Ella, cuando comenzaban los tangos, movía los
pies, marcando el compás y hasta hacía algunos movimientos leves con los
hombros, estaba bailando, sola, callada, no había dudas, pero él, solo
escuchaba las melodías, y ya no se lo veía apesadumbrado, ni miraba fijamente
la mesa, solo tenía ojos para ella, la miraba embelesado, como se mira a un
hermosa mujer. Usaba ella unos graciosos sombreros, que
dejaban que se asomara su cabellera rubia, la ropa era rara pero agradable,
siempre con vestidos largos, a media pierna, de colores claros, fumando
cigarrillos largos y a veces con boquilla, de movimientos delicados y
elegantes. Algo brillaba en ella en todo momento.
Por lo
que dejaban ver, vivían en las noches de copas y tangos, una historia de amor. Si bien no dejaban de mirarlos, ni el patrón
ni el mozo, se fueron acostumbrando a la nueva situación y hasta se podía decir
que estaban contentos. Quizá en algo
había influido el Regina en sus vidas, estaban cobijando una relación amorosa,
inesperada pero bienvenida. A esta
pareja la veían cada día mejor, seguían sin hablar con nadie, solo entre ellos.

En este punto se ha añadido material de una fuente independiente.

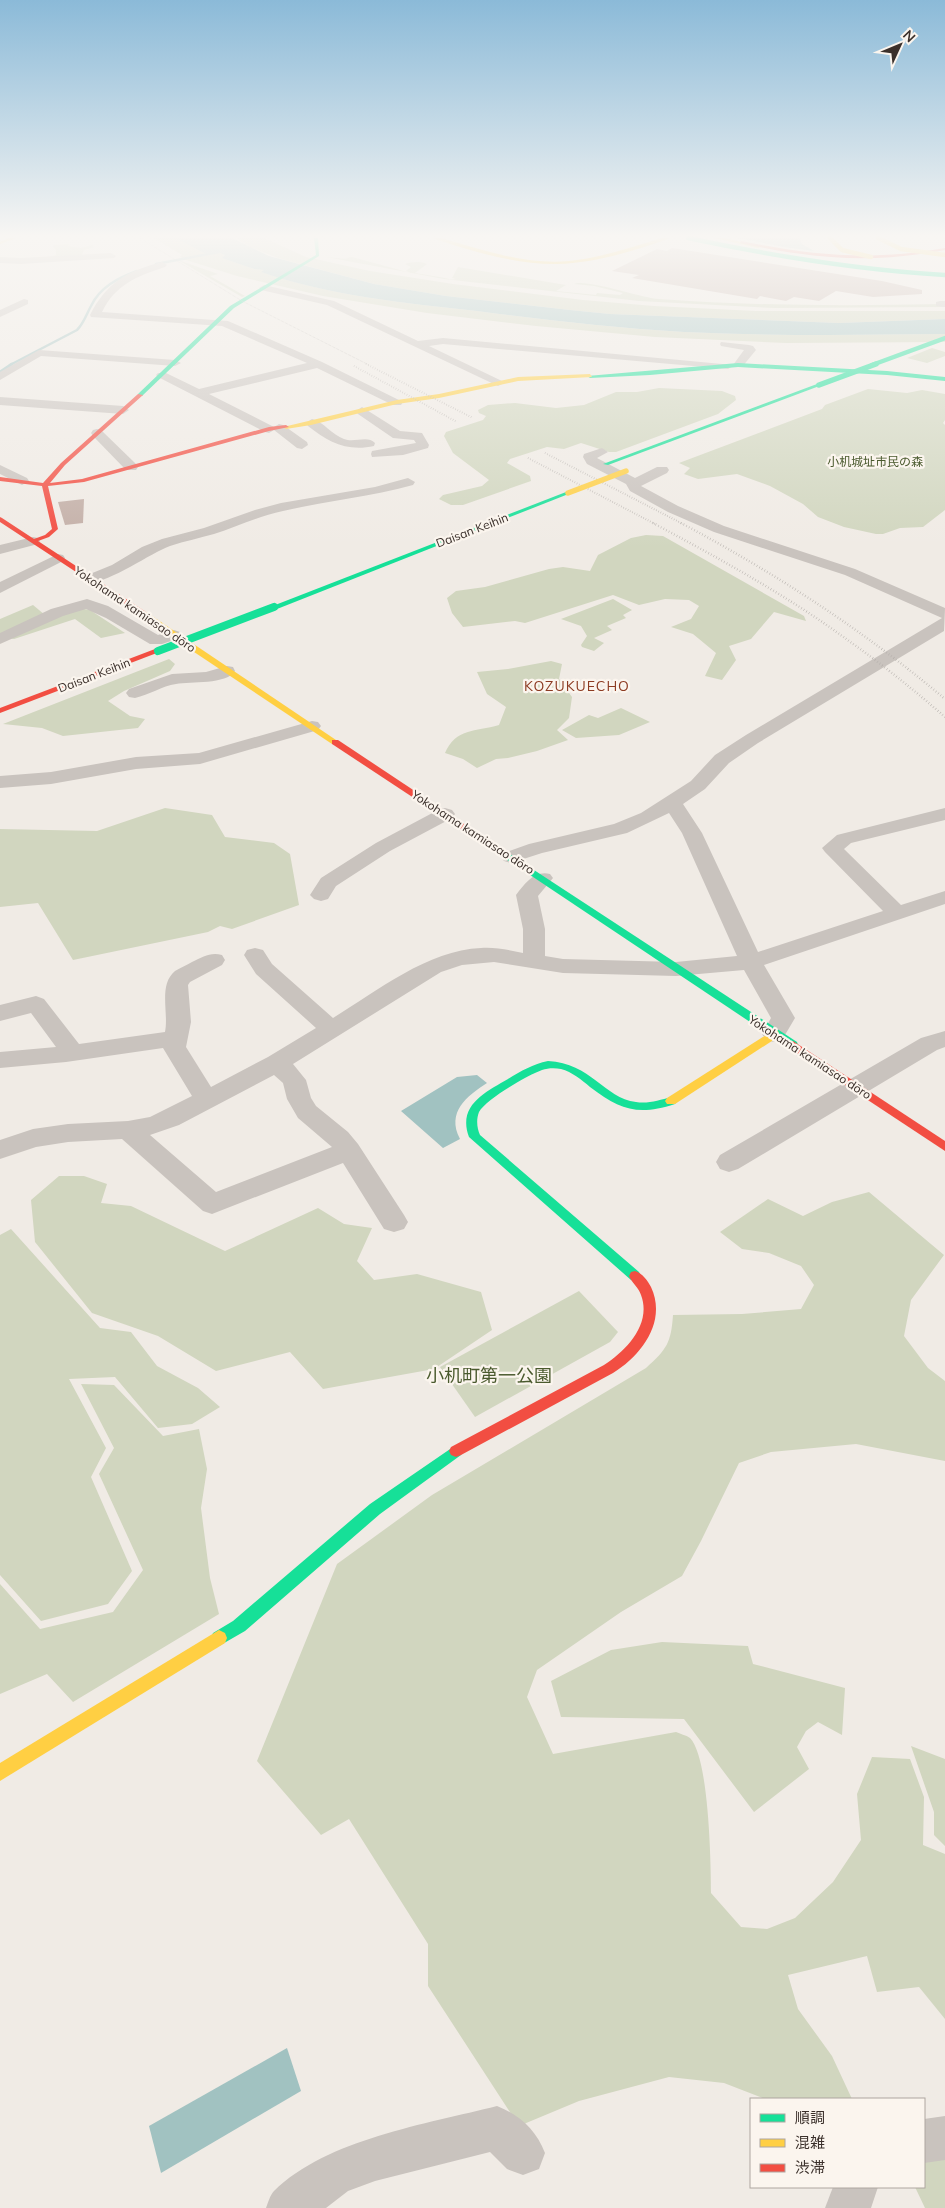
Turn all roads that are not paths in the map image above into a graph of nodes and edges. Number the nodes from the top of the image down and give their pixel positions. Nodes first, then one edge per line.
1 (198, 341) edge
2 (266, 341) edge
3 (410, 341) edge
4 (443, 341) edge
5 (443, 341) edge
6 (937, 341) edge
7 (416, 344) junction
8 (725, 344) dead end
9 (945, 349) edge
10 (175, 363) junction
11 (318, 364) junction
12 (733, 366) junction
13 (162, 375) junction
14 (0, 376) edge
15 (945, 379) edge
16 (498, 383) junction
17 (837, 391) dead end
18 (198, 393) junction
19 (0, 401) edge
20 (397, 402) junction
21 (123, 410) junction
22 (362, 411) junction
23 (312, 423) junction
24 (274, 428) junction
25 (97, 433) junction
26 (369, 443) dead end
27 (302, 445) dead end
28 (377, 454) dead end
29 (604, 458) junction
30 (659, 463) dead end
31 (131, 467) junction
32 (0, 469) edge
33 (588, 471) dead end
34 (631, 474) junction
35 (0, 479) edge
36 (22, 481) junction
37 (408, 482) dead end
38 (45, 485) junction
39 (0, 520) edge
40 (33, 541) junction
41 (0, 550) edge
42 (58, 558) junction
43 (90, 579) junction
44 (0, 588) edge
45 (945, 614) edge
46 (945, 622) edge
47 (175, 630) junction
48 (0, 639) edge
49 (136, 641) dead end
50 (227, 671) junction
51 (135, 692) dead end
52 (0, 711) edge
53 (312, 726) junction
54 (0, 782) edge
55 (672, 804) junction
56 (445, 814) junction
57 (945, 814) edge
58 (510, 857) junction
59 (543, 878) junction
60 (322, 895) dead end
61 (945, 897) edge
62 (897, 913) junction
63 (255, 955) dead end
64 (214, 960) dead end
65 (534, 962) junction
66 (751, 962) junction
67 (676, 969) junction
68 (0, 1013) edge
69 (331, 1029) junction
70 (774, 1034) junction
71 (176, 1038) junction
72 (945, 1039) edge
73 (72, 1051) junction
74 (0, 1060) edge
75 (277, 1063) junction
76 (855, 1086) junction
77 (207, 1100) junction
78 (128, 1130) junction
79 (945, 1147) edge
80 (0, 1150) edge
81 (349, 1151) junction
82 (729, 1162) dead end
83 (394, 1222) dead end
84 (0, 1773) edge
85 (945, 2138) edge
86 (925, 2141) edge
87 (523, 2153) dead end
88 (855, 2188) edge
89 (289, 2208) edge
90 (848, 2208) edge

1 - 10 main road
2 - 11 street
3 - 7 street
4 - 7 street
5 - 12 street
6 - 29 main road, bridge
7 - 16 street
8 - 12 street
9 - 17 main road
10 - 13 main road
10 - 14 street
11 - 18 street
11 - 20 street
12 - 15 main road
12 - 16 main road
13 - 18 street
13 - 21 main road
16 - 20 main road
18 - 24 street
19 - 21 street
20 - 22 main road
21 - 25 main road
22 - 23 main road
22 - 28 street
23 - 24 main road
23 - 26 street
24 - 27 street
24 - 31 main road
25 - 31 street
25 - 38 main road
29 - 33 main road
29 - 34 street
30 - 34 street
31 - 38 main road
32 - 36 street
34 - 45 street
34 - 52 main road, Daisan Keihin, bridge
35 - 36 main road
36 - 38 main road
37 - 43 street
38 - 40 main road
39 - 40 main road, Yokohama kamiasao dōro
40 - 41 street
40 - 42 main road, Yokohama kamiasao dōro
42 - 43 main road, Yokohama kamiasao dōro
42 - 44 street
43 - 47 main road, Yokohama kamiasao dōro
46 - 55 street
47 - 48 street
47 - 49 main road, Daisan Keihin
47 - 50 main road, Yokohama kamiasao dōro
50 - 51 street
50 - 53 main road, Yokohama kamiasao dōro
53 - 54 street
53 - 56 main road, Yokohama kamiasao dōro
55 - 58 street
55 - 66 street
56 - 58 main road, Yokohama kamiasao dōro
56 - 60 street
57 - 62 street
58 - 59 main road, Yokohama kamiasao dōro
59 - 65 street
59 - 67 main road, Yokohama kamiasao dōro
61 - 62 street
62 - 66 street
63 - 69 street
64 - 71 street
65 - 67 street
65 - 69 street
66 - 67 street
66 - 70 street
67 - 70 main road, Yokohama kamiasao dōro
68 - 73 street
69 - 75 street
70 - 76 main road, Yokohama kamiasao dōro
70 - 84 main road
71 - 73 street
71 - 77 street
72 - 76 street
73 - 74 street
75 - 77 street
75 - 81 street
76 - 79 main road, Yokohama kamiasao dōro
76 - 82 street
77 - 78 street
78 - 80 street
78 - 81 street
81 - 83 street
85 - 86 street
87 - 89 street
88 - 90 street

Cada día que pasaba, más se notaba la
felicidad, aunque ellos trataran de ocultar todo lo que pasaba, tratando de
ignorar el lugar y la gente, como si creyeran que eso los hacía invisibles.
Una noche no
llegaron, tampoco la siguiente, ni la otra, entonces Nicola se preguntó: “¿Qué
está pasando? ¿Se habrán ido a otro bar? Parecía imposible, acá estaban bien,
acá creció su amor”.
Qué raro parecía
todo, ahora que la pareja no estaba en su mesa del fondo, lo mismo se
preguntaba el mozo, ¿habría llegado el tiempo de develar el misterio? ¿Ahora sí
tendrían que averiguar quiénes eran y qué había pasado?
Esperaron un día más
y otro, y entonces creyeron que no era necesario averiguar nada, porque en la
tapa del diario local, una noticia dejó frío a todos y más aún a Nicola: “Una
mujer fue hallada muerta, con signos de estrangulamiento, en un departamento
que alquilaba con su pareja, de éste nada se sabe, ha desaparecido de los
lugares que frecuentaba”. Y continuaba el informe: “Por comentario de los
vecinos, habría habido una fuerte pelea por celos y se podía llegar a la
conclusión de que el hombre la habría matado y luego se habría fugado”. El
periódico local no había incluido ninguna fotografía de la muerta, ni del
lugar.
Esto
daba vueltas en la cabeza de Nicola y también en la del mozo y ambos llegaron a
la misma conclusión: Era “el Asomado”, seguro, por eso no volvieron al bar, la
mina le habría metido los cuernos y él la limpió, hizo justicia por propia
mano, pero también concluyeron que el asomado no era tipo de escapar, sí de
haberla matado por infidelidad, pero no de huir. Seguro lo encontrarían por
allí con un balazo en la cabeza, o colgado de alguna rama de un árbol lejano,
pagando sus culpas, pero no estaría huyendo… no, señor, no era así el asomado.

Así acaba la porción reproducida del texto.